What would we gain from my proposal above?

• Simplicity
• More randomness, and full utilization of all 64 bits that we will soon have in igraph_integer_t. We also don’t have to rely on the (potentially bad) resolution of the RNG when generating random reals.

In what other ways can we get these advantages?

Another possible solution is to use random reals as “raw” values, just like R does. This will only give us 52 bits instead of the full 64, but that is a good enough approximation for most applications. I don’t see anyone wanting to generate random integers with a greater range than 2^{52} \approx 4.5\times10^{15}. For reference, 10^15 bytes is 1000 terabytes.

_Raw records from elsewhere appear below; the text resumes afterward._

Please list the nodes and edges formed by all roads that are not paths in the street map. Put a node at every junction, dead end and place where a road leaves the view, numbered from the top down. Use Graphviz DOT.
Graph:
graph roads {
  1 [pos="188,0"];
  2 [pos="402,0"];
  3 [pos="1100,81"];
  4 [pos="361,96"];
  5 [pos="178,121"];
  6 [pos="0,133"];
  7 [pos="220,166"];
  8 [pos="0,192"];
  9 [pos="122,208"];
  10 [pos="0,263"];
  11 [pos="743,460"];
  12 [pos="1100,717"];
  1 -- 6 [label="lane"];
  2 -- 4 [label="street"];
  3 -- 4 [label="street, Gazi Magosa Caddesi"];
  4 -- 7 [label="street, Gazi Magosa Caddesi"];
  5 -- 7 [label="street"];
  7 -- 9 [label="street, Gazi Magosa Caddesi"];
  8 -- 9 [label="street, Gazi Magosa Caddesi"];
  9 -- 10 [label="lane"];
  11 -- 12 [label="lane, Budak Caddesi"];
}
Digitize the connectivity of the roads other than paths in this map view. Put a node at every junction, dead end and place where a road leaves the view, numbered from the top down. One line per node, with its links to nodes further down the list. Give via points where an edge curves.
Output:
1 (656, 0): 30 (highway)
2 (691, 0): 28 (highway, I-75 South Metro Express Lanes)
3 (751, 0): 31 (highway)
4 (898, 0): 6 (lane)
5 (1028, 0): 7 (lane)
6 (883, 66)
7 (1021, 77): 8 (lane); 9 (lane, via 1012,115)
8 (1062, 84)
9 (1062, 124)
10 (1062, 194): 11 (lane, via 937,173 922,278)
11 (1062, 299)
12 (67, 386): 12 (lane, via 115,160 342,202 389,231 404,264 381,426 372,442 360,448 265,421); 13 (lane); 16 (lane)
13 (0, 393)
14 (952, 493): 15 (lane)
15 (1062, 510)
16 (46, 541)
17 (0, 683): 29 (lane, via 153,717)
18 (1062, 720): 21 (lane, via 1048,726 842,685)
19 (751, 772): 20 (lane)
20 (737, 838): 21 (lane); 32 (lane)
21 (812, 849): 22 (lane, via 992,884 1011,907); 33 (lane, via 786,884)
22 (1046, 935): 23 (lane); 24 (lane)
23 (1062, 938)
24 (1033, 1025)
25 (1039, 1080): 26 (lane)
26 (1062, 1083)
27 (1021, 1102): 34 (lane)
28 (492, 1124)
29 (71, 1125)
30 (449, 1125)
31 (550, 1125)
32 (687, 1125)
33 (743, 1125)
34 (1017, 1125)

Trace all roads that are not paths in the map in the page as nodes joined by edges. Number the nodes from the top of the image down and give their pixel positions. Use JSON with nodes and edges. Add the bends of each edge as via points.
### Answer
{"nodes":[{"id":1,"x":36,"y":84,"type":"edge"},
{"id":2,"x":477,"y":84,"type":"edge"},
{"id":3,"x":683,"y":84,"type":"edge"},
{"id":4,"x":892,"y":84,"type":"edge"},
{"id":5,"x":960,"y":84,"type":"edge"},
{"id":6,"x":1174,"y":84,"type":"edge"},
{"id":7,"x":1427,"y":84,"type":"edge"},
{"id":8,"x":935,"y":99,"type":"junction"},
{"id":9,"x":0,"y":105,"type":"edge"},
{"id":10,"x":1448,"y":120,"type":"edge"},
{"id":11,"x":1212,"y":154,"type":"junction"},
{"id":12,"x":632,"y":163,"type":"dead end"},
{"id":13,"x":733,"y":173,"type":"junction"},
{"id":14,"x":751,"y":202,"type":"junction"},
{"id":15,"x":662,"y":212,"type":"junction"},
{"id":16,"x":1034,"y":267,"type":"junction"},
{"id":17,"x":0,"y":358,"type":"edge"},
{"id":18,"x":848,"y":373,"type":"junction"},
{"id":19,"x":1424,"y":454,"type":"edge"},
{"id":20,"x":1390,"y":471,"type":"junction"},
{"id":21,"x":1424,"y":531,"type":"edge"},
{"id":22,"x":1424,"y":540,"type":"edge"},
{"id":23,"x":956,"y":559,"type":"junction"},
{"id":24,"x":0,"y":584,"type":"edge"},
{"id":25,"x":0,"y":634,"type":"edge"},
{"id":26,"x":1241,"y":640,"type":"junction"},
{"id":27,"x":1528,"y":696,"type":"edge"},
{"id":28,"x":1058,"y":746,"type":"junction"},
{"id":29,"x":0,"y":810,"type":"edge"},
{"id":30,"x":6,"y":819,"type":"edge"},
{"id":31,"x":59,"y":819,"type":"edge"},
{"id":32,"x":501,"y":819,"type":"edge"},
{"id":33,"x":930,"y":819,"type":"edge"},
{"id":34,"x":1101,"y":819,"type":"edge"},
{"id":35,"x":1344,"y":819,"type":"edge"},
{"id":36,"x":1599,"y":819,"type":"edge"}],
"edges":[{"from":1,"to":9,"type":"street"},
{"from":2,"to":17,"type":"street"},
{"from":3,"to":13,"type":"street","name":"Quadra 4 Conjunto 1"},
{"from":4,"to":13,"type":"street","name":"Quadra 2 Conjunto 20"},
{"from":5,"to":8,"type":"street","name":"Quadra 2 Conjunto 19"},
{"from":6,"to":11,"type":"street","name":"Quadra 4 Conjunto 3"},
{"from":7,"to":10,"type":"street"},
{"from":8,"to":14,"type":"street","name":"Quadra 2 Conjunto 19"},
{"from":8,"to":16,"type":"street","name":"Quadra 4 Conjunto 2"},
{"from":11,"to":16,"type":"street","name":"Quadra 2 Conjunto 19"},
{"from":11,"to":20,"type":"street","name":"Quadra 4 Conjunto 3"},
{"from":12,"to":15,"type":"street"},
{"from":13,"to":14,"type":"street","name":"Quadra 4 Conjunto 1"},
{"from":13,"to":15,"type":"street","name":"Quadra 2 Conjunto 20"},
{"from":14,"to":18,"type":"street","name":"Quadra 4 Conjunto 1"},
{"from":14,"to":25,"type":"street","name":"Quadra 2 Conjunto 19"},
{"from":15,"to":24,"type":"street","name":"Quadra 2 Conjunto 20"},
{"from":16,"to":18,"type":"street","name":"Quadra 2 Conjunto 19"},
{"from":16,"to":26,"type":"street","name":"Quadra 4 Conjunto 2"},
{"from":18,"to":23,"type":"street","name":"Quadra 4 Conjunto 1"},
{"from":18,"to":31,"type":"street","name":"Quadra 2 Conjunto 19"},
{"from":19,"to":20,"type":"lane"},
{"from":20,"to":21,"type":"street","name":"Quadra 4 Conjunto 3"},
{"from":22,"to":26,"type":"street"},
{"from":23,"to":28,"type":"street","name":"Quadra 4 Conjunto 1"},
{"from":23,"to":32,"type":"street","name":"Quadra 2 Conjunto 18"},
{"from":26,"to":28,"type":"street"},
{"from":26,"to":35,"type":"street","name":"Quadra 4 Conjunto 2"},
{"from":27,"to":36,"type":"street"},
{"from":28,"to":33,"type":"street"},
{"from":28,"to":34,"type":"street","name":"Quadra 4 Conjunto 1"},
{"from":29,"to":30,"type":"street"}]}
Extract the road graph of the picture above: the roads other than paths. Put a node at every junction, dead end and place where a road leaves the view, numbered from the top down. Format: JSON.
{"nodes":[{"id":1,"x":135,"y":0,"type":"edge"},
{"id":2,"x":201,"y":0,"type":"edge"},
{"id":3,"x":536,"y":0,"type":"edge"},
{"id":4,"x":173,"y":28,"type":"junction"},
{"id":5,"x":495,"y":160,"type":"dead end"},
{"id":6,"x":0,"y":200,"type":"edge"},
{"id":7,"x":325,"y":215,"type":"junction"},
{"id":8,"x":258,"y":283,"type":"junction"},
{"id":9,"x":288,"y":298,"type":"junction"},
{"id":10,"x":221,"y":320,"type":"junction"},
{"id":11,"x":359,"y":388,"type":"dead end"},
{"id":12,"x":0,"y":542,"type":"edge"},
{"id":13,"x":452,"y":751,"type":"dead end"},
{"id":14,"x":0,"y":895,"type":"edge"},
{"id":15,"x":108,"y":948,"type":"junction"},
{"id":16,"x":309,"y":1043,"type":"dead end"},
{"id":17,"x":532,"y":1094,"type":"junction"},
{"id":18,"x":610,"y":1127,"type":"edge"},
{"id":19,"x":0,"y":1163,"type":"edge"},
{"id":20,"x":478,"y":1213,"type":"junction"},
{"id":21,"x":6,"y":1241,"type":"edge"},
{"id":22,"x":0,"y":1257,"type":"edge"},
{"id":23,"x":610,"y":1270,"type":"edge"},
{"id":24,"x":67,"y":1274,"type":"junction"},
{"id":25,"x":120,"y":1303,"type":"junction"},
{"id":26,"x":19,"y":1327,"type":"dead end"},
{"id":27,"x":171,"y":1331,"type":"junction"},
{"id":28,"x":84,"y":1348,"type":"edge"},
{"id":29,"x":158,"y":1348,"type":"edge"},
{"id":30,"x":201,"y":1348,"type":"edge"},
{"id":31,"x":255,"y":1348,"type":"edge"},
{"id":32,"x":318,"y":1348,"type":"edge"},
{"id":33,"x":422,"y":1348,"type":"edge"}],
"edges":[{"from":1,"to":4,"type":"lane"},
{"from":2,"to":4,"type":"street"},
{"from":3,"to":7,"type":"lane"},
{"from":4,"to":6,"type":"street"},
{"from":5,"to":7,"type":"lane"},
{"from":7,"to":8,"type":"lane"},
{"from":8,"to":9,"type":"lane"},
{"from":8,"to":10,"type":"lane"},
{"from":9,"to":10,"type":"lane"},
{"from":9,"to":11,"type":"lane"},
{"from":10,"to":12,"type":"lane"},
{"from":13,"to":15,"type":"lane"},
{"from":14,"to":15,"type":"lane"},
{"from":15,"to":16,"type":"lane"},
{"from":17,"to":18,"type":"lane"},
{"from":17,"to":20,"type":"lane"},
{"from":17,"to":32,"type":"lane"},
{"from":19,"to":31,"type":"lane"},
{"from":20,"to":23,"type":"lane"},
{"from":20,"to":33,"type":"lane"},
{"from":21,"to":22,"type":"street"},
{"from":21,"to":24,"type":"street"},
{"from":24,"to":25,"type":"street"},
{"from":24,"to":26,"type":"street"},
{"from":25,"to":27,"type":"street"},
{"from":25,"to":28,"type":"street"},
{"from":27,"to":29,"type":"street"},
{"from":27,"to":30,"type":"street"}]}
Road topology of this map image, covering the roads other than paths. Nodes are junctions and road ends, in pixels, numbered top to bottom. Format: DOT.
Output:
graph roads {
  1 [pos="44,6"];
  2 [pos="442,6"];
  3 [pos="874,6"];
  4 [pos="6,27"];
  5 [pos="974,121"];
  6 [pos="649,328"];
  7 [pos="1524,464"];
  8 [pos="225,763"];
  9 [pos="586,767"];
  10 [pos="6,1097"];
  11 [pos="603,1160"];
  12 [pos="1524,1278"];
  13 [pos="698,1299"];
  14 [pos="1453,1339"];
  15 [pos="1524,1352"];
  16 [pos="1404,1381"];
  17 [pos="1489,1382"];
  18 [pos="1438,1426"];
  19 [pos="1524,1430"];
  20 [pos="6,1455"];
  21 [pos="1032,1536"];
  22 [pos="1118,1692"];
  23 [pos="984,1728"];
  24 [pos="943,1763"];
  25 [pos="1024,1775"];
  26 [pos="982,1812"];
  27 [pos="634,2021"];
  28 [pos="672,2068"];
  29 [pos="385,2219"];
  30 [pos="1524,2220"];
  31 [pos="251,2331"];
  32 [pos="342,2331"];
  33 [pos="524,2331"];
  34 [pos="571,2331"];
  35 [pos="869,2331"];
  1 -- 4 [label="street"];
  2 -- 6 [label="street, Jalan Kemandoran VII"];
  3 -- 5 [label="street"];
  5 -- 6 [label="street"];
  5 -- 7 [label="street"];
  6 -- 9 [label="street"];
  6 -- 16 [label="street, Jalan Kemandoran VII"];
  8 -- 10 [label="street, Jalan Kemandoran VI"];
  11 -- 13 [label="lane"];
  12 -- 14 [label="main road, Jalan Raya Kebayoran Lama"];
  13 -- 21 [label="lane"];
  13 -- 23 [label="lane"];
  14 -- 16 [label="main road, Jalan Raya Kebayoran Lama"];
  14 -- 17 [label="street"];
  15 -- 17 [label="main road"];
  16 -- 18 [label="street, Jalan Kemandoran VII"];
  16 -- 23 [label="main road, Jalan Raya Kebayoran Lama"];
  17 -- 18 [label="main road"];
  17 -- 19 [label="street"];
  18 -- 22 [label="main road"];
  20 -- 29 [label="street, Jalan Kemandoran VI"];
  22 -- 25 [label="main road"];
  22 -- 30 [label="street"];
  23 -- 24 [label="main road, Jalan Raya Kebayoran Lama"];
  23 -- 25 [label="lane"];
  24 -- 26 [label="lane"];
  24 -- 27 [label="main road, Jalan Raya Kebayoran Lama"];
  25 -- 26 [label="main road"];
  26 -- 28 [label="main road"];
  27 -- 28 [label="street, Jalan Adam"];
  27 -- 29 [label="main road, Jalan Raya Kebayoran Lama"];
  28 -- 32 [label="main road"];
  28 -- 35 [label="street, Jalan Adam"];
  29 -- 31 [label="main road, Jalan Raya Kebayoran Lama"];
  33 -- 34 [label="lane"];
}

We will probably not need indices this large even 20 years from now.

Agree, with a possible caveat. igraph’s built-in glibc2 RNG has a declared purpose of being compatible with the RNG in glibc2. This particular RNG returns 31 bits for some reason; see igraph_i_rng_glibc2_get(), which is probably lifted verbatim from glibc2. But, to simplify our lives a bit, we coudl actually assume that all RNGs return a given number of random bits, and instead of rng->max(), we could have rng->num_bits(), which returns the number of random bits that a single invocation of rng->get() returns. rng->max() could then be kept and changed to return pow(2, rng->num_bits()) - 1.

See above regarding a potential case where we cannot control how many random bits we get from rng->get().

Can’t we actually declare rng->get_real() a higher-level sampling function as well? Both the glibc2 and the mt19937 implementation of get_real() in igraph’s C core simply falls back to rng->get() followed by a division.

Otherwise I agree with the rest. Maybe it’s also worth looking at the RNG interface of the GNU GSL for inspiration.

The RNG in python-igraph uses Python’s random.random() for ->get_real(), and uses random.getrandbits(32) for ->get(), but it’s easy to change.

Yes, that was what I meant all along.

There are the rng->get_... functions, which should all be optional, and serve to override the default implementations. Only rng->get() should be mandatory and relied on.